Il n’est pas acceptable que 15% à 20% des élèves qui entrent en 6ème ne maîtrisent pas la lecture.

Redoublement pourquoi pas ?

Restaurer l’évaluation.

Conserver des programmes, ambition nécessaire au système éducatif tout entier.

2.      Repenser le collège.

3.      Conserver l’objectif d’un haut niveau de qualification – lycée et enseignement supérieur.

4.       Remettre la formation du citoyen au cœur des missions de l’Ecole.

 

 

IV – La formation des maîtres est la question décisive.

 

1.      L’acquisition d’un haut niveau de connaissances : rôle de l’Université.

-         Professeurs des écoles, licences pluridisciplinaires

-         CAPES et agrégation : haut niveau de ces concours à préserver,

(cf. intervention de M. Schapira (QSF). Il faut rendre le métier d’enseignant plus attractif.

2.      Il est nécessaire qu’une institution soit chargée de former des maîtres. Je ne propose donc pas de brûler les IUFM mais de mettre à la place quelque chose de bien pensé. Trois objectifs :

-     passage des connaissances théoriques à l’enseignement des disciplines

-     conserver rôle et mission de l’Ecole : philosophie - histoire - droit - connaissance des Systèmes éducatifs.

-     pratique professionnelle

 

 

Conclusion

 

Mobilisation

-         des républicains : Ce qui nous rassemble est plus important que ce qui nous divise.

-         des enseignants : Réinstruire ! l’intérêt des enfants, l’avenir de la jeunesse

Halte à la casse de l’Ecole !

La loi d’orientation doit :

-         procéder au recadrage nécessaire : c’est de l’Ecole de la République qu’il s’agit.

-         Conserver un haut niveau d’ambition éducative (100% de jeunes pourvus d’une qualification).

-         Faire de l’Ecole le levier de la refondation républicaine.

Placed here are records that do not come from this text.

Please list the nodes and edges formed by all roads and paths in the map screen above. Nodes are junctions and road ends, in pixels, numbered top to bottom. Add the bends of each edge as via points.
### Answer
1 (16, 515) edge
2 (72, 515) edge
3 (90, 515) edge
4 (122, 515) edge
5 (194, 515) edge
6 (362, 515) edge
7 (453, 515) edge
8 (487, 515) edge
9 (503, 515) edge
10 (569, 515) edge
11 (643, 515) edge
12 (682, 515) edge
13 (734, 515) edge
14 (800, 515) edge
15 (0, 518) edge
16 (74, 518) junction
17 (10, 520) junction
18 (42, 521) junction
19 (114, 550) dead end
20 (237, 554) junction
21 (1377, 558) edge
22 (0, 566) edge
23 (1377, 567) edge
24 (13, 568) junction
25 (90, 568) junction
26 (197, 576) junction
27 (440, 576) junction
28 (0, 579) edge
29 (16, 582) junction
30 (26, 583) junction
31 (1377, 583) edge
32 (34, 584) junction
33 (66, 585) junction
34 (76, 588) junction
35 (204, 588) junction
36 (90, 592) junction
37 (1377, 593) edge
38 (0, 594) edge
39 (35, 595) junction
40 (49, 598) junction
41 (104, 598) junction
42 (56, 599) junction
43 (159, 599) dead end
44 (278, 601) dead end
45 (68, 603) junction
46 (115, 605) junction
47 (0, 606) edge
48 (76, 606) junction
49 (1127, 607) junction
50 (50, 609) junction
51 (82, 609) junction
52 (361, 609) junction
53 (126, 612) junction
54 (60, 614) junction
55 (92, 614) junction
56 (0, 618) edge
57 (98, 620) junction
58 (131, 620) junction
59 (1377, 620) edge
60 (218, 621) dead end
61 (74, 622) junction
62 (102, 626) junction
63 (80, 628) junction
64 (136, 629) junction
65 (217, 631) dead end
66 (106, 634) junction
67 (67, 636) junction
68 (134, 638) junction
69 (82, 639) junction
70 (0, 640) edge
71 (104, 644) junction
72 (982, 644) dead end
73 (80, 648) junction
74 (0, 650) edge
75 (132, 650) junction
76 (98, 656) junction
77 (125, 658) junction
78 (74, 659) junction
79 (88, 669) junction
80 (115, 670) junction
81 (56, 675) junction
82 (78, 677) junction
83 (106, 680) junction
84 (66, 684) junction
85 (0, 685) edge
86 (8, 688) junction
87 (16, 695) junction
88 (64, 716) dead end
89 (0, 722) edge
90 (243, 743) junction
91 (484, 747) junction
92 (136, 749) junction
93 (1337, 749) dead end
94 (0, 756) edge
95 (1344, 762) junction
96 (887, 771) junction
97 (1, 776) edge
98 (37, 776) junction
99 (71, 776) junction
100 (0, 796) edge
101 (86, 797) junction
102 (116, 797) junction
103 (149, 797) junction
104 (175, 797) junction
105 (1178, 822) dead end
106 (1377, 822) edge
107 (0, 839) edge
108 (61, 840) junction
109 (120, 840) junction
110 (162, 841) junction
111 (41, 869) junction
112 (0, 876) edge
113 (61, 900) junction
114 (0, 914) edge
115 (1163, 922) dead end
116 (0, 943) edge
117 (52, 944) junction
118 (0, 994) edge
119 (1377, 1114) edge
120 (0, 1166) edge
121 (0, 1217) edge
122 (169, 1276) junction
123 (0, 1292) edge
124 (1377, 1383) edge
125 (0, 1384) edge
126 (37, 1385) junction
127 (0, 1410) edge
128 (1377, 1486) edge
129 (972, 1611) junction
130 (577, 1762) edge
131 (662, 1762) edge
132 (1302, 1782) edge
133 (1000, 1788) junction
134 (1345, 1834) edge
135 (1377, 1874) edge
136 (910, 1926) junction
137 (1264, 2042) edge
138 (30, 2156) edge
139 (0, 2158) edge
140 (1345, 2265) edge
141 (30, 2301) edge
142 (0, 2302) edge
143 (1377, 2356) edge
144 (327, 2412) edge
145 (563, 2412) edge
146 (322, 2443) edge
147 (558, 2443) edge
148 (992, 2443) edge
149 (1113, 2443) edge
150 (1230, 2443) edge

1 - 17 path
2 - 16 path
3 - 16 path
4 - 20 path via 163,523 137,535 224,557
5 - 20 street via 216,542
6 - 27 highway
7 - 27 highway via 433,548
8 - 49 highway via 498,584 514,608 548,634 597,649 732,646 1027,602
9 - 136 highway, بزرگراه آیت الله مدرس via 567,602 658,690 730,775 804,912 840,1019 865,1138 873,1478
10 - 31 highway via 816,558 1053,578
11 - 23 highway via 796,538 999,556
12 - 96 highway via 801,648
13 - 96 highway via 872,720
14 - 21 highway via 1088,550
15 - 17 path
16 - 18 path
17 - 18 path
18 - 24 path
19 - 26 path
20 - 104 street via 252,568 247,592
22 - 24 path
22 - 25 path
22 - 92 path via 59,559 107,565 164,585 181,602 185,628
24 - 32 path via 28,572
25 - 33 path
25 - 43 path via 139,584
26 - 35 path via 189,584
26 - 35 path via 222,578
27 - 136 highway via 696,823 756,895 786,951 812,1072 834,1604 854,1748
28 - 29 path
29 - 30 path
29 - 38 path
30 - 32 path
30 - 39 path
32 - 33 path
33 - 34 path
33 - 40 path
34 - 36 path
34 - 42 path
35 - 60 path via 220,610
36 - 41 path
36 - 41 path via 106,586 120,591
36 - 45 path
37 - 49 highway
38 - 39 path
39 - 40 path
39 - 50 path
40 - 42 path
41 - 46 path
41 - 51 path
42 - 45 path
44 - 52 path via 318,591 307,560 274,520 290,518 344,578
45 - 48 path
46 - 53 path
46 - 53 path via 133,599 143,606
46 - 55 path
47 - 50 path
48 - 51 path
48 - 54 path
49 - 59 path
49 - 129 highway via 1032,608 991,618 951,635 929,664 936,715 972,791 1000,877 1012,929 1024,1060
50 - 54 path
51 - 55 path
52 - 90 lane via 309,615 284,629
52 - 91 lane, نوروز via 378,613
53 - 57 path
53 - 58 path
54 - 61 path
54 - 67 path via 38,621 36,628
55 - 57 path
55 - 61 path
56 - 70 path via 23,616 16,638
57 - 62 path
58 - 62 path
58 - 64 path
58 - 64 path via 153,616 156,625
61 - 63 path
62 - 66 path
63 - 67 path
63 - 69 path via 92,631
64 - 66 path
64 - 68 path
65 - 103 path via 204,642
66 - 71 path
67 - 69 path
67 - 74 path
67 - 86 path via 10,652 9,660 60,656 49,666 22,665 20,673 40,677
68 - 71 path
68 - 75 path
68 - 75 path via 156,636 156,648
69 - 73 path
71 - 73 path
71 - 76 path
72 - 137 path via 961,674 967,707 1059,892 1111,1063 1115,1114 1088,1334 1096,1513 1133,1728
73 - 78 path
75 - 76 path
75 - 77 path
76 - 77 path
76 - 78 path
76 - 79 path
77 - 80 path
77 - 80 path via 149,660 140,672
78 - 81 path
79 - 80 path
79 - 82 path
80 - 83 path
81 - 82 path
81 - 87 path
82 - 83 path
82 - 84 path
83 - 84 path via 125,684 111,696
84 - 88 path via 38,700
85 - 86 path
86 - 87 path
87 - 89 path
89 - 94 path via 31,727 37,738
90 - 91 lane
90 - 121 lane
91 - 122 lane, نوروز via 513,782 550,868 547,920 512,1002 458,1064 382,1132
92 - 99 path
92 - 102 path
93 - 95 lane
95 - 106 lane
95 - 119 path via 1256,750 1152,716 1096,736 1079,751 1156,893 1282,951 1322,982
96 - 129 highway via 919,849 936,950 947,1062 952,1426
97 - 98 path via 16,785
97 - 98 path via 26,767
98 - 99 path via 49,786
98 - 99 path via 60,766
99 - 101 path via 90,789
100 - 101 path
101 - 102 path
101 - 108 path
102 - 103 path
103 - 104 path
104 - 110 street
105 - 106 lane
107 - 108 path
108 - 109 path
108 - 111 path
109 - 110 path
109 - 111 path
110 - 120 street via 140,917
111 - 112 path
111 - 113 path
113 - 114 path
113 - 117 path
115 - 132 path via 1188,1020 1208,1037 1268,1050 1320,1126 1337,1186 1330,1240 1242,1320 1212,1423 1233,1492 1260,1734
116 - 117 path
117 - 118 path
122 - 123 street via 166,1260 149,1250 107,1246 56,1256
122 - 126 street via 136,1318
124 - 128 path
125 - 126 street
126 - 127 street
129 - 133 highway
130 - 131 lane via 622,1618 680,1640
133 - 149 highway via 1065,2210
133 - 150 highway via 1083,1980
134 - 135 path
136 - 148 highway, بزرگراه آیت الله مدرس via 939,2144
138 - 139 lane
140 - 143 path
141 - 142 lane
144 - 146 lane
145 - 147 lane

Ce combat pour l’Ecole est un combat pour la République. Il n’est pas séparable du combat pour les valeurs républicaines :

-         Citoyenneté- souveraineté populaire

-         Laïcité

-         Egalité – République sociale.

 

Il va de pair avec la volonté de marquer un coup d’arrêt à la dérive libérale et à la déconstruction républicaine. Le référendum sur la Constitution européenne sera aussi l’occasion d’un vaste rassemblement pour faire triompher un « non républicain » qui sera un « oui » à la République en France, en Europe, dans le monde.